§ To do
Give back an exact copy of the entries beneath, minus the pictures.

§ Records drawn from a dataset
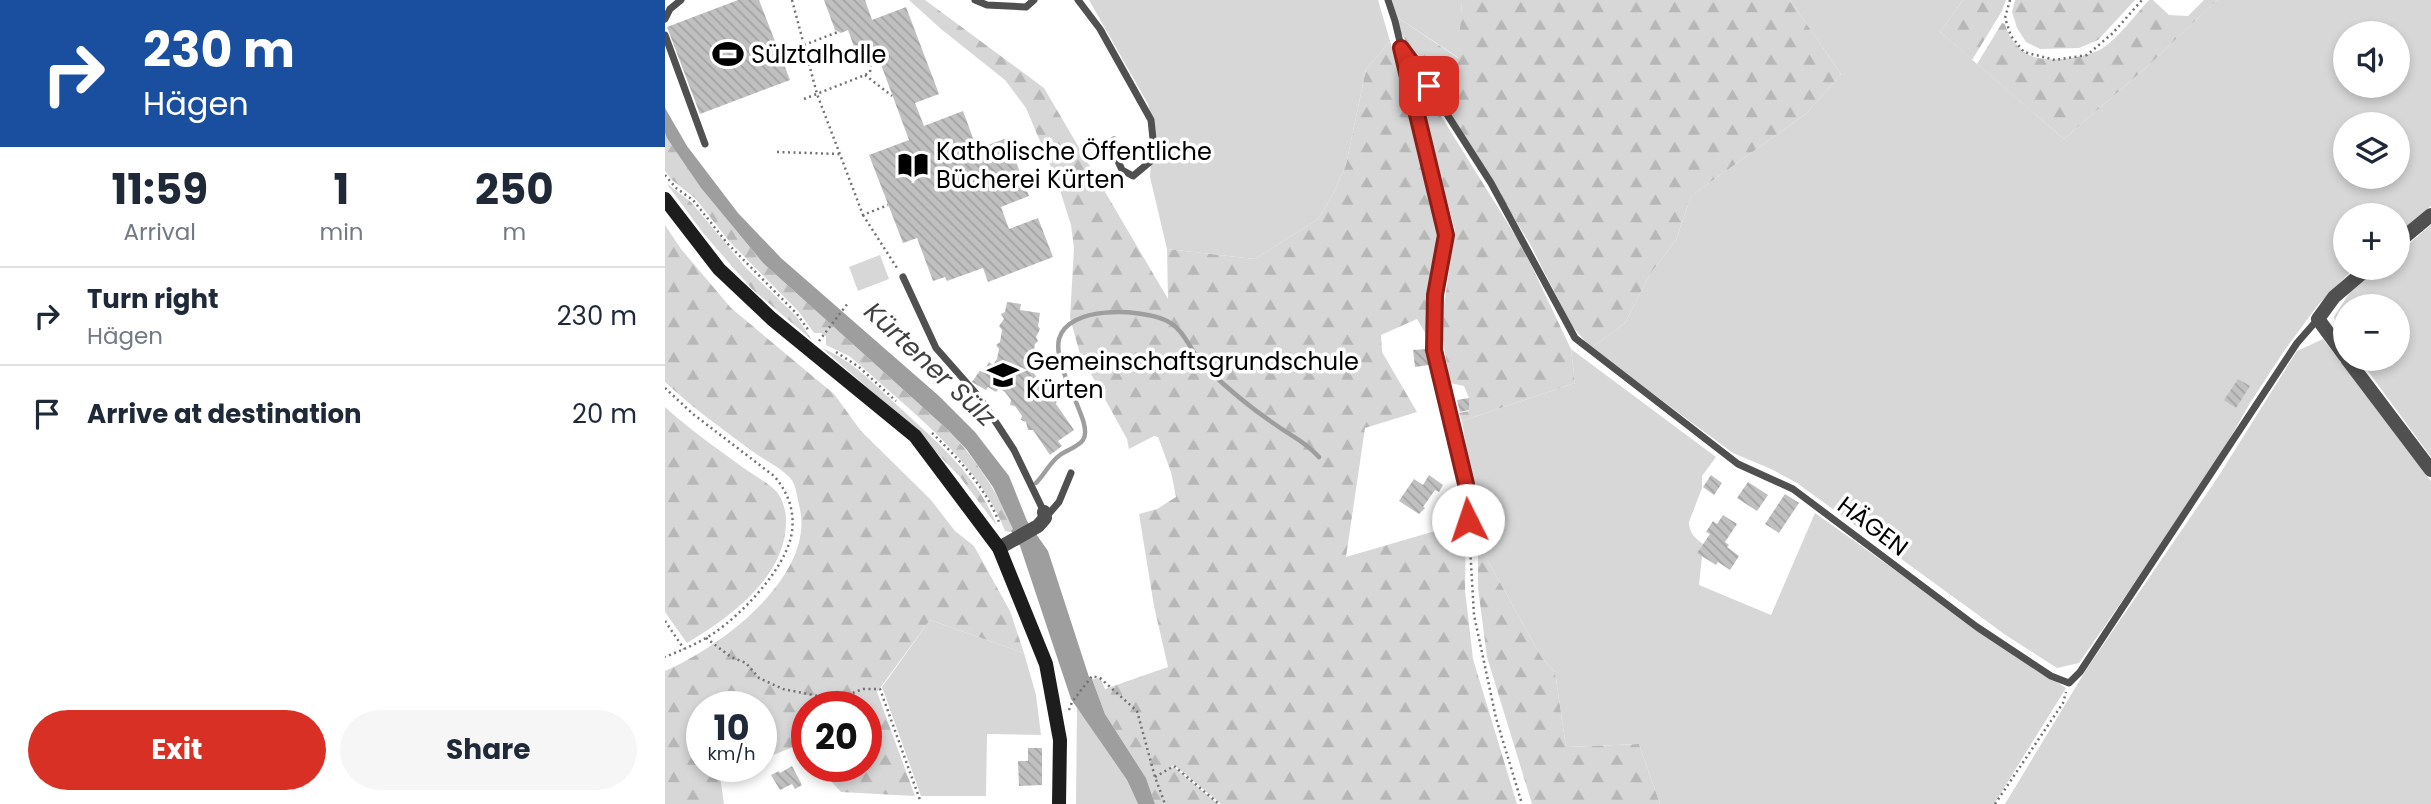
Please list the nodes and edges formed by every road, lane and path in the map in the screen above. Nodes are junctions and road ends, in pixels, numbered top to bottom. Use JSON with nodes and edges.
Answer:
{"nodes":[{"id":1,"x":681,"y":0,"type":"edge"},
{"id":2,"x":792,"y":0,"type":"edge"},
{"id":3,"x":975,"y":0,"type":"edge"},
{"id":4,"x":1034,"y":0,"type":"edge"},
{"id":5,"x":1078,"y":0,"type":"edge"},
{"id":6,"x":1388,"y":0,"type":"edge"},
{"id":7,"x":2010,"y":0,"type":"edge"},
{"id":8,"x":2142,"y":0,"type":"edge"},
{"id":9,"x":665,"y":19,"type":"edge"},
{"id":10,"x":838,"y":32,"type":"dead end"},
{"id":11,"x":665,"y":35,"type":"edge"},
{"id":12,"x":804,"y":45,"type":"junction"},
{"id":13,"x":1401,"y":48,"type":"junction"},
{"id":14,"x":872,"y":53,"type":"dead end"},
{"id":15,"x":865,"y":75,"type":"junction"},
{"id":16,"x":817,"y":94,"type":"junction"},
{"id":17,"x":893,"y":96,"type":"dead end"},
{"id":18,"x":804,"y":99,"type":"dead end"},
{"id":19,"x":1114,"y":140,"type":"dead end"},
{"id":20,"x":705,"y":144,"type":"dead end"},
{"id":21,"x":777,"y":152,"type":"dead end"},
{"id":22,"x":840,"y":154,"type":"junction"},
{"id":23,"x":665,"y":175,"type":"edge"},
{"id":24,"x":665,"y":199,"type":"edge"},
{"id":25,"x":888,"y":205,"type":"dead end"},
{"id":26,"x":863,"y":215,"type":"junction"},
{"id":27,"x":2431,"y":215,"type":"edge"},
{"id":28,"x":2410,"y":232,"type":"edge"},
{"id":29,"x":903,"y":277,"type":"joint"},
{"id":30,"x":2353,"y":280,"type":"edge"},
{"id":31,"x":848,"y":303,"type":"dead end"},
{"id":32,"x":2318,"y":319,"type":"junction"},
{"id":33,"x":2333,"y":339,"type":"edge"},
{"id":34,"x":819,"y":341,"type":"junction"},
{"id":35,"x":824,"y":346,"type":"dead end"},
{"id":36,"x":831,"y":350,"type":"dead end"},
{"id":37,"x":2357,"y":371,"type":"edge"},
{"id":38,"x":665,"y":388,"type":"edge"},
{"id":39,"x":896,"y":401,"type":"dead end"},
{"id":40,"x":924,"y":426,"type":"dead end"},
{"id":41,"x":2431,"y":470,"type":"edge"},
{"id":42,"x":1071,"y":472,"type":"dead end"},
{"id":43,"x":1042,"y":518,"type":"junction"},
{"id":44,"x":1468,"y":520,"type":"joint"},
{"id":45,"x":1004,"y":546,"type":"junction"},
{"id":46,"x":665,"y":621,"type":"edge"},
{"id":47,"x":706,"y":638,"type":"junction"},
{"id":48,"x":684,"y":649,"type":"junction"},
{"id":49,"x":665,"y":657,"type":"edge"},
{"id":50,"x":2069,"y":683,"type":"junction"},
{"id":51,"x":1072,"y":702,"type":"dead end"},
{"id":52,"x":1155,"y":777,"type":"junction"},
{"id":53,"x":920,"y":800,"type":"dead end"},
{"id":54,"x":1059,"y":804,"type":"edge"},
{"id":55,"x":1165,"y":804,"type":"edge"},
{"id":56,"x":1219,"y":804,"type":"edge"},
{"id":57,"x":1522,"y":804,"type":"edge"},
{"id":58,"x":1995,"y":804,"type":"edge"}],
"edges":[{"from":1,"to":9,"type":"lane"},
{"from":2,"to":12,"type":"path"},
{"from":3,"to":4,"type":"lane"},
{"from":5,"to":19,"type":"lane"},
{"from":6,"to":13,"type":"lane","name":"HÄGEN"},
{"from":7,"to":8,"type":"path"},
{"from":10,"to":12,"type":"path"},
{"from":11,"to":20,"type":"lane"},
{"from":12,"to":16,"type":"path"},
{"from":13,"to":44,"type":"lane","name":"HÄGEN"},
{"from":13,"to":50,"type":"lane","name":"HÄGEN"},
{"from":14,"to":15,"type":"path"},
{"from":15,"to":16,"type":"path"},
{"from":15,"to":17,"type":"path"},
{"from":16,"to":18,"type":"path"},
{"from":16,"to":22,"type":"path"},
{"from":21,"to":22,"type":"path"},
{"from":22,"to":26,"type":"path"},
{"from":23,"to":34,"type":"path"},
{"from":24,"to":45,"type":"main road"},
{"from":25,"to":26,"type":"path"},
{"from":26,"to":29,"type":"path"},
{"from":27,"to":28,"type":"street"},
{"from":29,"to":43,"type":"lane"},
{"from":30,"to":32,"type":"street"},
{"from":31,"to":34,"type":"path"},
{"from":32,"to":33,"type":"street"},
{"from":32,"to":50,"type":"lane"},
{"from":34,"to":35,"type":"path"},
{"from":36,"to":39,"type":"path"},
{"from":37,"to":41,"type":"street"},
{"from":38,"to":47,"type":"path"},
{"from":40,"to":45,"type":"path"},
{"from":42,"to":43,"type":"lane"},
{"from":43,"to":45,"type":"street"},
{"from":44,"to":57,"type":"path"},
{"from":45,"to":54,"type":"main road"},
{"from":46,"to":48,"type":"path"},
{"from":47,"to":48,"type":"path"},
{"from":47,"to":53,"type":"path"},
{"from":48,"to":49,"type":"path"},
{"from":50,"to":58,"type":"path"},
{"from":51,"to":52,"type":"path"},
{"from":52,"to":55,"type":"path"},
{"from":52,"to":56,"type":"path"}]}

§ Written response
Please list the nodes and edges formed by every road, lane and path in the map in the screen above. Nodes are junctions and road ends, in pixels, numbered top to bottom. Use JSON with nodes and edges.
Answer:
{"nodes":[{"id":1,"x":681,"y":0,"type":"edge"},
{"id":2,"x":792,"y":0,"type":"edge"},
{"id":3,"x":975,"y":0,"type":"edge"},
{"id":4,"x":1034,"y":0,"type":"edge"},
{"id":5,"x":1078,"y":0,"type":"edge"},
{"id":6,"x":1388,"y":0,"type":"edge"},
{"id":7,"x":2010,"y":0,"type":"edge"},
{"id":8,"x":2142,"y":0,"type":"edge"},
{"id":9,"x":665,"y":19,"type":"edge"},
{"id":10,"x":838,"y":32,"type":"dead end"},
{"id":11,"x":665,"y":35,"type":"edge"},
{"id":12,"x":804,"y":45,"type":"junction"},
{"id":13,"x":1401,"y":48,"type":"junction"},
{"id":14,"x":872,"y":53,"type":"dead end"},
{"id":15,"x":865,"y":75,"type":"junction"},
{"id":16,"x":817,"y":94,"type":"junction"},
{"id":17,"x":893,"y":96,"type":"dead end"},
{"id":18,"x":804,"y":99,"type":"dead end"},
{"id":19,"x":1114,"y":140,"type":"dead end"},
{"id":20,"x":705,"y":144,"type":"dead end"},
{"id":21,"x":777,"y":152,"type":"dead end"},
{"id":22,"x":840,"y":154,"type":"junction"},
{"id":23,"x":665,"y":175,"type":"edge"},
{"id":24,"x":665,"y":199,"type":"edge"},
{"id":25,"x":888,"y":205,"type":"dead end"},
{"id":26,"x":863,"y":215,"type":"junction"},
{"id":27,"x":2431,"y":215,"type":"edge"},
{"id":28,"x":2410,"y":232,"type":"edge"},
{"id":29,"x":903,"y":277,"type":"joint"},
{"id":30,"x":2353,"y":280,"type":"edge"},
{"id":31,"x":848,"y":303,"type":"dead end"},
{"id":32,"x":2318,"y":319,"type":"junction"},
{"id":33,"x":2333,"y":339,"type":"edge"},
{"id":34,"x":819,"y":341,"type":"junction"},
{"id":35,"x":824,"y":346,"type":"dead end"},
{"id":36,"x":831,"y":350,"type":"dead end"},
{"id":37,"x":2357,"y":371,"type":"edge"},
{"id":38,"x":665,"y":388,"type":"edge"},
{"id":39,"x":896,"y":401,"type":"dead end"},
{"id":40,"x":924,"y":426,"type":"dead end"},
{"id":41,"x":2431,"y":470,"type":"edge"},
{"id":42,"x":1071,"y":472,"type":"dead end"},
{"id":43,"x":1042,"y":518,"type":"junction"},
{"id":44,"x":1468,"y":520,"type":"joint"},
{"id":45,"x":1004,"y":546,"type":"junction"},
{"id":46,"x":665,"y":621,"type":"edge"},
{"id":47,"x":706,"y":638,"type":"junction"},
{"id":48,"x":684,"y":649,"type":"junction"},
{"id":49,"x":665,"y":657,"type":"edge"},
{"id":50,"x":2069,"y":683,"type":"junction"},
{"id":51,"x":1072,"y":702,"type":"dead end"},
{"id":52,"x":1155,"y":777,"type":"junction"},
{"id":53,"x":920,"y":800,"type":"dead end"},
{"id":54,"x":1059,"y":804,"type":"edge"},
{"id":55,"x":1165,"y":804,"type":"edge"},
{"id":56,"x":1219,"y":804,"type":"edge"},
{"id":57,"x":1522,"y":804,"type":"edge"},
{"id":58,"x":1995,"y":804,"type":"edge"}],
"edges":[{"from":1,"to":9,"type":"lane"},
{"from":2,"to":12,"type":"path"},
{"from":3,"to":4,"type":"lane"},
{"from":5,"to":19,"type":"lane"},
{"from":6,"to":13,"type":"lane","name":"HÄGEN"},
{"from":7,"to":8,"type":"path"},
{"from":10,"to":12,"type":"path"},
{"from":11,"to":20,"type":"lane"},
{"from":12,"to":16,"type":"path"},
{"from":13,"to":44,"type":"lane","name":"HÄGEN"},
{"from":13,"to":50,"type":"lane","name":"HÄGEN"},
{"from":14,"to":15,"type":"path"},
{"from":15,"to":16,"type":"path"},
{"from":15,"to":17,"type":"path"},
{"from":16,"to":18,"type":"path"},
{"from":16,"to":22,"type":"path"},
{"from":21,"to":22,"type":"path"},
{"from":22,"to":26,"type":"path"},
{"from":23,"to":34,"type":"path"},
{"from":24,"to":45,"type":"main road"},
{"from":25,"to":26,"type":"path"},
{"from":26,"to":29,"type":"path"},
{"from":27,"to":28,"type":"street"},
{"from":29,"to":43,"type":"lane"},
{"from":30,"to":32,"type":"street"},
{"from":31,"to":34,"type":"path"},
{"from":32,"to":33,"type":"street"},
{"from":32,"to":50,"type":"lane"},
{"from":34,"to":35,"type":"path"},
{"from":36,"to":39,"type":"path"},
{"from":37,"to":41,"type":"street"},
{"from":38,"to":47,"type":"path"},
{"from":40,"to":45,"type":"path"},
{"from":42,"to":43,"type":"lane"},
{"from":43,"to":45,"type":"street"},
{"from":44,"to":57,"type":"path"},
{"from":45,"to":54,"type":"main road"},
{"from":46,"to":48,"type":"path"},
{"from":47,"to":48,"type":"path"},
{"from":47,"to":53,"type":"path"},
{"from":48,"to":49,"type":"path"},
{"from":50,"to":58,"type":"path"},
{"from":51,"to":52,"type":"path"},
{"from":52,"to":55,"type":"path"},
{"from":52,"to":56,"type":"path"}]}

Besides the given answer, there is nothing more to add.